Published in Newspaper Articles

There is growing evidence that the principle of a single 11+ assessment in both Kent and Medway is under attack as grammar schools come under differing pressures and Academy freedoms allow Governing Bodies to  consider alternatives, as some become increasingly oversubscribed and others suffer from falling rolls in their areas. The issues surrounding the "super-selectives" are well documented. At the other end of the scale, the Dover Grammar schools have for some years run the Dover Tests offering an alternative means of access to their schools, which sees them fill, whereas under the Kent Test they would both be half empty (this doesn't stop Dover Girls Grammar from being one of the highest academic  achieving schools in the county). 

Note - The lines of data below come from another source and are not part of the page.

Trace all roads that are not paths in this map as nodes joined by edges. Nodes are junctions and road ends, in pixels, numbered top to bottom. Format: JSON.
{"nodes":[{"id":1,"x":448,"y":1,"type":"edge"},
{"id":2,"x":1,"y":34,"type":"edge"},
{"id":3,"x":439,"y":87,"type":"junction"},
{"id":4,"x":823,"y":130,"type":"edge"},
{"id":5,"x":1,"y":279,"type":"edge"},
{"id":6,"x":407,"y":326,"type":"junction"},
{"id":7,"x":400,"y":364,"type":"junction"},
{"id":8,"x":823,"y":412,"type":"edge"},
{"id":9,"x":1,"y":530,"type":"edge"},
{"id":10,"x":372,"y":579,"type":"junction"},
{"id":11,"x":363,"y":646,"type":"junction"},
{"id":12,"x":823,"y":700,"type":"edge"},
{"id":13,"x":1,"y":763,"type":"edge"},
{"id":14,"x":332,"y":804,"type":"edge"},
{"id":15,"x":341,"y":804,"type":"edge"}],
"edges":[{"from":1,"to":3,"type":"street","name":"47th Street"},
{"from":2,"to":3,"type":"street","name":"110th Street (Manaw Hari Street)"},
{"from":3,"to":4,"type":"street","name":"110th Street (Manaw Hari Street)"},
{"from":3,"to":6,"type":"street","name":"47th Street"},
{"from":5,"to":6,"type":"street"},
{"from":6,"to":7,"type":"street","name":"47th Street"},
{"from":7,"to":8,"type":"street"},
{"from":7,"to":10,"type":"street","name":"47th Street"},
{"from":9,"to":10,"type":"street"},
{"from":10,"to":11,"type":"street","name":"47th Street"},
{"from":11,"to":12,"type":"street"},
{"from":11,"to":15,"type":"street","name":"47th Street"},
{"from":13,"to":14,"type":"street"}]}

Now Chatham Grammar School for Boys & Chatham Grammar School for Girls have finished a consultation that proposes to offer places to children from 2013 onwards, who have passed either the Kent or the Medway Tests, and in addition for late applicants to be considered on the basis of alternative evidence of grammar school ability. This is in the face of falling numbers entering secondary schools in Medway for some years and for another four or five years to come.  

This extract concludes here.